Exercise data |
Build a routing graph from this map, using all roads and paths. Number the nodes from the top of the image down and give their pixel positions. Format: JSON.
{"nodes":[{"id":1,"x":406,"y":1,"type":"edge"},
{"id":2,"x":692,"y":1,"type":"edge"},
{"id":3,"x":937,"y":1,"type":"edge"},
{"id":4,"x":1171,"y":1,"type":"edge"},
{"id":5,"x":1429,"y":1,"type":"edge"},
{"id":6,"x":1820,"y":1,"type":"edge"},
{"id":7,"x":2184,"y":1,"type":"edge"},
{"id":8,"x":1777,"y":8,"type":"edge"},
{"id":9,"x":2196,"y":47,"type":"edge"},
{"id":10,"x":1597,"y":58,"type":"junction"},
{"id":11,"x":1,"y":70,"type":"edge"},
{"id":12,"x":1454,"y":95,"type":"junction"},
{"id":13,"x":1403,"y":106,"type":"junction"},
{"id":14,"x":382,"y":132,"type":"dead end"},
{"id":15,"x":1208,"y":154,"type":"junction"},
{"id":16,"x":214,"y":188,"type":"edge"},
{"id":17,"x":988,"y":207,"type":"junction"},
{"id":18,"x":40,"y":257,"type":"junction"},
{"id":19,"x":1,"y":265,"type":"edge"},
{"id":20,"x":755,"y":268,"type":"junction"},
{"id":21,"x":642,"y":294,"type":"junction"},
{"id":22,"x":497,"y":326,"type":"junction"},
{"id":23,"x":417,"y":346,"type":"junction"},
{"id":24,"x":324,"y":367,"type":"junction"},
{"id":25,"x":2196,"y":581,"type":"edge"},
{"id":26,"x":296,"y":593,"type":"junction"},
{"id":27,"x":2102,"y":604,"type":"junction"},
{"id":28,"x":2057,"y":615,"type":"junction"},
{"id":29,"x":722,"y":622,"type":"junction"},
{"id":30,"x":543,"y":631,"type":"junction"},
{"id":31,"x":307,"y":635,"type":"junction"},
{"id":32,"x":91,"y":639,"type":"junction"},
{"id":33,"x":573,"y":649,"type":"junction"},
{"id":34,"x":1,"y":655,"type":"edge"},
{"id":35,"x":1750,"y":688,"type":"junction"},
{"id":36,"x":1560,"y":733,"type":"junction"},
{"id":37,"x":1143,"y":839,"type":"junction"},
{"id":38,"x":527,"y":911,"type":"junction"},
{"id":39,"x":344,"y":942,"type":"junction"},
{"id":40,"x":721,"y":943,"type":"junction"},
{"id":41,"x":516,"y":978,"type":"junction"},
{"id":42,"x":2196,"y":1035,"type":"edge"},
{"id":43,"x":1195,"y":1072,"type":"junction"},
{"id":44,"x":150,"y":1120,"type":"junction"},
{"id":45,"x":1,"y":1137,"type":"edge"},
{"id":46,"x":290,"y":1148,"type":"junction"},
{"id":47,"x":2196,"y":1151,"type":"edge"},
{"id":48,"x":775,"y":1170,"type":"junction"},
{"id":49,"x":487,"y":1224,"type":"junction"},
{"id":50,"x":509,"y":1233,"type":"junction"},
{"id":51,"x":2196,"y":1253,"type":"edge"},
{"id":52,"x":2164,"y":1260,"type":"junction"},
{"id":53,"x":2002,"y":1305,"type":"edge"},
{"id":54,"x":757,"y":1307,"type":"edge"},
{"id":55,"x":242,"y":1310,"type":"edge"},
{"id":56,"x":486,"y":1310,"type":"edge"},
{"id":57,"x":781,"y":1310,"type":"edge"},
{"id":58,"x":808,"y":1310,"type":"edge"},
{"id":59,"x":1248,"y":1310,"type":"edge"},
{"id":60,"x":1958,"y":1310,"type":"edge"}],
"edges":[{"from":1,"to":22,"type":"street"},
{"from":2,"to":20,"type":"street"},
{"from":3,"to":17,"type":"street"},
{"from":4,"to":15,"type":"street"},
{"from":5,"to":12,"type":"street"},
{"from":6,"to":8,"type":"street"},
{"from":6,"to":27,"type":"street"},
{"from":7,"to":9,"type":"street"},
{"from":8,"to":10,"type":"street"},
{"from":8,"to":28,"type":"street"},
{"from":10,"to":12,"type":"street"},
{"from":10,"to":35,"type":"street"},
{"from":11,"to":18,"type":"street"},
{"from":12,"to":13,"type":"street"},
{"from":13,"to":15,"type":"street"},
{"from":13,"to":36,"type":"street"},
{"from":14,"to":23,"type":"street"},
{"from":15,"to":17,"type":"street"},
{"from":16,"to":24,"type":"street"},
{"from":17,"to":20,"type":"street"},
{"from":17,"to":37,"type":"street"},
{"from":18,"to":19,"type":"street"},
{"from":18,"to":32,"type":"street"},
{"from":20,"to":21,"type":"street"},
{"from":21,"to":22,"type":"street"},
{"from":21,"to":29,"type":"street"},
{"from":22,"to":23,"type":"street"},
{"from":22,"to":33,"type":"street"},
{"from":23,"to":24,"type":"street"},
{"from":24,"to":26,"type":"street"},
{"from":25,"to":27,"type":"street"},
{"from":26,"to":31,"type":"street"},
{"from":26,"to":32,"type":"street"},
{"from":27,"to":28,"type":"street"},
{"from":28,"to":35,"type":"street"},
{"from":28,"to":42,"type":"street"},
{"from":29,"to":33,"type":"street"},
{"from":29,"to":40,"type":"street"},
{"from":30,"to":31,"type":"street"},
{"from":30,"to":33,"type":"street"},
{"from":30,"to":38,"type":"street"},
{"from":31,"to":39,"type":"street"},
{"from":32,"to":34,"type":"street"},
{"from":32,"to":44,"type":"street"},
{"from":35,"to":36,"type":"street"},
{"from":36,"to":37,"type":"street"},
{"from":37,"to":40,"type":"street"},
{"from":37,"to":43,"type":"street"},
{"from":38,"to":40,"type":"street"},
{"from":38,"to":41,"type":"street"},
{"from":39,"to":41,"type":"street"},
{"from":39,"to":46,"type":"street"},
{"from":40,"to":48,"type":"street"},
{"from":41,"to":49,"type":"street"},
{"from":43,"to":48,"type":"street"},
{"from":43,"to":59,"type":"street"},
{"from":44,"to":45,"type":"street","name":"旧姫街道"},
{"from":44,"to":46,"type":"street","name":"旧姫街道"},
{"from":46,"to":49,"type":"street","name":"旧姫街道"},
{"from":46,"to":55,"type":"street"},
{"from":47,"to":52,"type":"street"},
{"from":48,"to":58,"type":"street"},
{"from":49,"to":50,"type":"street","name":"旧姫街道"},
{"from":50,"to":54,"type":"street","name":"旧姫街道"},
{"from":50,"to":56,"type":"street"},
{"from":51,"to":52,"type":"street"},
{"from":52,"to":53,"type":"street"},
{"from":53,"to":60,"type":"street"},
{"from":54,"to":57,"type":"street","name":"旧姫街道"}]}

Task details | Once you have read the records above, write them all out exactly.

Answer |
Build a routing graph from this map, using all roads and paths. Number the nodes from the top of the image down and give their pixel positions. Format: JSON.
{"nodes":[{"id":1,"x":406,"y":1,"type":"edge"},
{"id":2,"x":692,"y":1,"type":"edge"},
{"id":3,"x":937,"y":1,"type":"edge"},
{"id":4,"x":1171,"y":1,"type":"edge"},
{"id":5,"x":1429,"y":1,"type":"edge"},
{"id":6,"x":1820,"y":1,"type":"edge"},
{"id":7,"x":2184,"y":1,"type":"edge"},
{"id":8,"x":1777,"y":8,"type":"edge"},
{"id":9,"x":2196,"y":47,"type":"edge"},
{"id":10,"x":1597,"y":58,"type":"junction"},
{"id":11,"x":1,"y":70,"type":"edge"},
{"id":12,"x":1454,"y":95,"type":"junction"},
{"id":13,"x":1403,"y":106,"type":"junction"},
{"id":14,"x":382,"y":132,"type":"dead end"},
{"id":15,"x":1208,"y":154,"type":"junction"},
{"id":16,"x":214,"y":188,"type":"edge"},
{"id":17,"x":988,"y":207,"type":"junction"},
{"id":18,"x":40,"y":257,"type":"junction"},
{"id":19,"x":1,"y":265,"type":"edge"},
{"id":20,"x":755,"y":268,"type":"junction"},
{"id":21,"x":642,"y":294,"type":"junction"},
{"id":22,"x":497,"y":326,"type":"junction"},
{"id":23,"x":417,"y":346,"type":"junction"},
{"id":24,"x":324,"y":367,"type":"junction"},
{"id":25,"x":2196,"y":581,"type":"edge"},
{"id":26,"x":296,"y":593,"type":"junction"},
{"id":27,"x":2102,"y":604,"type":"junction"},
{"id":28,"x":2057,"y":615,"type":"junction"},
{"id":29,"x":722,"y":622,"type":"junction"},
{"id":30,"x":543,"y":631,"type":"junction"},
{"id":31,"x":307,"y":635,"type":"junction"},
{"id":32,"x":91,"y":639,"type":"junction"},
{"id":33,"x":573,"y":649,"type":"junction"},
{"id":34,"x":1,"y":655,"type":"edge"},
{"id":35,"x":1750,"y":688,"type":"junction"},
{"id":36,"x":1560,"y":733,"type":"junction"},
{"id":37,"x":1143,"y":839,"type":"junction"},
{"id":38,"x":527,"y":911,"type":"junction"},
{"id":39,"x":344,"y":942,"type":"junction"},
{"id":40,"x":721,"y":943,"type":"junction"},
{"id":41,"x":516,"y":978,"type":"junction"},
{"id":42,"x":2196,"y":1035,"type":"edge"},
{"id":43,"x":1195,"y":1072,"type":"junction"},
{"id":44,"x":150,"y":1120,"type":"junction"},
{"id":45,"x":1,"y":1137,"type":"edge"},
{"id":46,"x":290,"y":1148,"type":"junction"},
{"id":47,"x":2196,"y":1151,"type":"edge"},
{"id":48,"x":775,"y":1170,"type":"junction"},
{"id":49,"x":487,"y":1224,"type":"junction"},
{"id":50,"x":509,"y":1233,"type":"junction"},
{"id":51,"x":2196,"y":1253,"type":"edge"},
{"id":52,"x":2164,"y":1260,"type":"junction"},
{"id":53,"x":2002,"y":1305,"type":"edge"},
{"id":54,"x":757,"y":1307,"type":"edge"},
{"id":55,"x":242,"y":1310,"type":"edge"},
{"id":56,"x":486,"y":1310,"type":"edge"},
{"id":57,"x":781,"y":1310,"type":"edge"},
{"id":58,"x":808,"y":1310,"type":"edge"},
{"id":59,"x":1248,"y":1310,"type":"edge"},
{"id":60,"x":1958,"y":1310,"type":"edge"}],
"edges":[{"from":1,"to":22,"type":"street"},
{"from":2,"to":20,"type":"street"},
{"from":3,"to":17,"type":"street"},
{"from":4,"to":15,"type":"street"},
{"from":5,"to":12,"type":"street"},
{"from":6,"to":8,"type":"street"},
{"from":6,"to":27,"type":"street"},
{"from":7,"to":9,"type":"street"},
{"from":8,"to":10,"type":"street"},
{"from":8,"to":28,"type":"street"},
{"from":10,"to":12,"type":"street"},
{"from":10,"to":35,"type":"street"},
{"from":11,"to":18,"type":"street"},
{"from":12,"to":13,"type":"street"},
{"from":13,"to":15,"type":"street"},
{"from":13,"to":36,"type":"street"},
{"from":14,"to":23,"type":"street"},
{"from":15,"to":17,"type":"street"},
{"from":16,"to":24,"type":"street"},
{"from":17,"to":20,"type":"street"},
{"from":17,"to":37,"type":"street"},
{"from":18,"to":19,"type":"street"},
{"from":18,"to":32,"type":"street"},
{"from":20,"to":21,"type":"street"},
{"from":21,"to":22,"type":"street"},
{"from":21,"to":29,"type":"street"},
{"from":22,"to":23,"type":"street"},
{"from":22,"to":33,"type":"street"},
{"from":23,"to":24,"type":"street"},
{"from":24,"to":26,"type":"street"},
{"from":25,"to":27,"type":"street"},
{"from":26,"to":31,"type":"street"},
{"from":26,"to":32,"type":"street"},
{"from":27,"to":28,"type":"street"},
{"from":28,"to":35,"type":"street"},
{"from":28,"to":42,"type":"street"},
{"from":29,"to":33,"type":"street"},
{"from":29,"to":40,"type":"street"},
{"from":30,"to":31,"type":"street"},
{"from":30,"to":33,"type":"street"},
{"from":30,"to":38,"type":"street"},
{"from":31,"to":39,"type":"street"},
{"from":32,"to":34,"type":"street"},
{"from":32,"to":44,"type":"street"},
{"from":35,"to":36,"type":"street"},
{"from":36,"to":37,"type":"street"},
{"from":37,"to":40,"type":"street"},
{"from":37,"to":43,"type":"street"},
{"from":38,"to":40,"type":"street"},
{"from":38,"to":41,"type":"street"},
{"from":39,"to":41,"type":"street"},
{"from":39,"to":46,"type":"street"},
{"from":40,"to":48,"type":"street"},
{"from":41,"to":49,"type":"street"},
{"from":43,"to":48,"type":"street"},
{"from":43,"to":59,"type":"street"},
{"from":44,"to":45,"type":"street","name":"旧姫街道"},
{"from":44,"to":46,"type":"street","name":"旧姫街道"},
{"from":46,"to":49,"type":"street","name":"旧姫街道"},
{"from":46,"to":55,"type":"street"},
{"from":47,"to":52,"type":"street"},
{"from":48,"to":58,"type":"street"},
{"from":49,"to":50,"type":"street","name":"旧姫街道"},
{"from":50,"to":54,"type":"street","name":"旧姫街道"},
{"from":50,"to":56,"type":"street"},
{"from":51,"to":52,"type":"street"},
{"from":52,"to":53,"type":"street"},
{"from":53,"to":60,"type":"street"},
{"from":54,"to":57,"type":"street","name":"旧姫街道"}]}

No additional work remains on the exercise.